# WORK REQUEST
What lines in the records below mention "Murphy"? List them all.

# GIVEN RECORDS
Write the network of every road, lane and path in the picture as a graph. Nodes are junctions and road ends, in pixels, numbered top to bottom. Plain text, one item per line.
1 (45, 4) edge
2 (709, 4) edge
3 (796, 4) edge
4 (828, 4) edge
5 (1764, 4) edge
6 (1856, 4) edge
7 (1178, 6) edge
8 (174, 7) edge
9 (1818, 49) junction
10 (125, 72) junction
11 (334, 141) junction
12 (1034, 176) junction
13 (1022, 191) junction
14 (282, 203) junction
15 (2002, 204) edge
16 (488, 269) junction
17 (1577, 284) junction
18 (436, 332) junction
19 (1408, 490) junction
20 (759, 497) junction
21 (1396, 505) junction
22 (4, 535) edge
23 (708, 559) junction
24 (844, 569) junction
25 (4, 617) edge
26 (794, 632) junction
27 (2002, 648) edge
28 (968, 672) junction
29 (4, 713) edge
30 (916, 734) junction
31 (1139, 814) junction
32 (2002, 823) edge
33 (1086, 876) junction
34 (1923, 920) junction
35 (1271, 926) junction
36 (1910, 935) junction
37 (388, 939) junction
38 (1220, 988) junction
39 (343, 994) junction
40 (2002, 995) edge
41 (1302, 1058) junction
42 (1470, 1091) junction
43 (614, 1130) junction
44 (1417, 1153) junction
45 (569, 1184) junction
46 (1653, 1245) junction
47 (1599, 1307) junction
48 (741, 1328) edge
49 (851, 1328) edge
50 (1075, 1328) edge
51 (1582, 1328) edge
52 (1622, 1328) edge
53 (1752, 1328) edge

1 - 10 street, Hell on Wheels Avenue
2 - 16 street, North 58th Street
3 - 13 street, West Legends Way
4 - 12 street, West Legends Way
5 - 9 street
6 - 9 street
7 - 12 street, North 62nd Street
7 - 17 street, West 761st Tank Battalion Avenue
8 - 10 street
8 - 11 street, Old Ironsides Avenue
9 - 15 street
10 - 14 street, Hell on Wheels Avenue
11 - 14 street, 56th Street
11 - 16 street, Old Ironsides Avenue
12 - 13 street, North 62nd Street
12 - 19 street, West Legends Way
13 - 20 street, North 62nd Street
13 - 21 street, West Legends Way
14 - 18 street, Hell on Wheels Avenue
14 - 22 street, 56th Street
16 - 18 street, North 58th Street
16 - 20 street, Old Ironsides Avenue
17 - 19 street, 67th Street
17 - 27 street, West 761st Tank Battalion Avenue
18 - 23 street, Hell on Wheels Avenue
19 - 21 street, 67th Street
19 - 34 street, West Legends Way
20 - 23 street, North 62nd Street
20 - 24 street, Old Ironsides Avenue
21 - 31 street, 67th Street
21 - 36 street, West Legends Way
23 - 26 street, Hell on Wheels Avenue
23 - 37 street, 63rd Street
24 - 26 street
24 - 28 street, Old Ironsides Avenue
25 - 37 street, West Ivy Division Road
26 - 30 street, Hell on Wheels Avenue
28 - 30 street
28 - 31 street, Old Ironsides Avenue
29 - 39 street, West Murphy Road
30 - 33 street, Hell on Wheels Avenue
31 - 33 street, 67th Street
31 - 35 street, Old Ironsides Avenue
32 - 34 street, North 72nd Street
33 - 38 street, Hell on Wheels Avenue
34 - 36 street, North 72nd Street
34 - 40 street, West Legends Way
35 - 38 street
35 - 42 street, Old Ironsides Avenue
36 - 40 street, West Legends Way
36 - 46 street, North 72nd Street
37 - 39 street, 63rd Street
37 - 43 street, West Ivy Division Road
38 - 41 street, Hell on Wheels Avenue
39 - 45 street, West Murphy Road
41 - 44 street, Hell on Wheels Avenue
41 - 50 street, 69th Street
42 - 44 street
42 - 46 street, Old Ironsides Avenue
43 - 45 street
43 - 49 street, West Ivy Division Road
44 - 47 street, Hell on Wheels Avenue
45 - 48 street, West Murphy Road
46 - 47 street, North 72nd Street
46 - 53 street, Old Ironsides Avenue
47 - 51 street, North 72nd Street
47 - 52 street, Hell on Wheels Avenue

# SOLUTION BELOW
29 - 39 street, West Murphy Road
39 - 45 street, West Murphy Road
45 - 48 street, West Murphy Road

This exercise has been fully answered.